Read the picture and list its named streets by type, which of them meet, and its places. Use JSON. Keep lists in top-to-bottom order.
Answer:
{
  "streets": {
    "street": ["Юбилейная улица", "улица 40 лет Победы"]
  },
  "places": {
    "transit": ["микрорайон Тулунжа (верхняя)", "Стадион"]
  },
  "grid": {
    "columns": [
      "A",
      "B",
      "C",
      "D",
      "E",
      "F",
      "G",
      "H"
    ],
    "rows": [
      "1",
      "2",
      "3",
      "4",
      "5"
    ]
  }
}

--

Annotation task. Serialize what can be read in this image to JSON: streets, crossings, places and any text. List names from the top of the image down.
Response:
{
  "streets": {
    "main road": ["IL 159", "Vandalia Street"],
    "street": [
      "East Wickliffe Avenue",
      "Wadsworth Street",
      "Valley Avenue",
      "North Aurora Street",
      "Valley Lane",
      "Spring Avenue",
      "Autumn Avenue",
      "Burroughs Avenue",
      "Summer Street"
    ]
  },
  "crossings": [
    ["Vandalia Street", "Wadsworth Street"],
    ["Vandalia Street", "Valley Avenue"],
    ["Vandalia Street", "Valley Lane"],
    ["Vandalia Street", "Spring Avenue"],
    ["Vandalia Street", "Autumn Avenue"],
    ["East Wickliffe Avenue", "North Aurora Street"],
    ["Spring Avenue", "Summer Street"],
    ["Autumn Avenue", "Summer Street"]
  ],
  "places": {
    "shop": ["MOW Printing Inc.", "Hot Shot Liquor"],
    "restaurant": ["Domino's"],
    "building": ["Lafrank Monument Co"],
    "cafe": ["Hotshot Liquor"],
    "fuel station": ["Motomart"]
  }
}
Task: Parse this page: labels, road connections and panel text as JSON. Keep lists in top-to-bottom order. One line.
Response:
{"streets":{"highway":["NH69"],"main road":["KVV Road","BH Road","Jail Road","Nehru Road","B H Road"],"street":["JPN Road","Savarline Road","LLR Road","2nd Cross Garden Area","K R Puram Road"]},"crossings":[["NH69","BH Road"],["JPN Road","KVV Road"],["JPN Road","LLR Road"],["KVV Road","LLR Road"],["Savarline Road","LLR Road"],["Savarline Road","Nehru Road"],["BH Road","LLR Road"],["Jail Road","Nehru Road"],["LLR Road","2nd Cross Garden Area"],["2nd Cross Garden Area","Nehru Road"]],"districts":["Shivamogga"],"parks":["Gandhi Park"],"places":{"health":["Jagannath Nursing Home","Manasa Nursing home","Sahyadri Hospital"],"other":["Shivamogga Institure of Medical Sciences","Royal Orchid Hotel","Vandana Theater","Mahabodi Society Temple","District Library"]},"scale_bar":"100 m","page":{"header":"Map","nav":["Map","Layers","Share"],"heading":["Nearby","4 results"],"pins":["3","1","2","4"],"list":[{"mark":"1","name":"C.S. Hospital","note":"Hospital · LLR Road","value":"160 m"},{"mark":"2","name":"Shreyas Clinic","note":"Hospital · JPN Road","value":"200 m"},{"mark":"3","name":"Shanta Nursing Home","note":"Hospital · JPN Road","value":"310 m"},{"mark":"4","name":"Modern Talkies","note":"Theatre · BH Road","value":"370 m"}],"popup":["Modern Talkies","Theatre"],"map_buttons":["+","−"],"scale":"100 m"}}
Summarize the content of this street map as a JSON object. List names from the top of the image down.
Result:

### The problem:
Could you report how many lines of the listing contain the word "down"? Only the number is needed.

### The answer:
2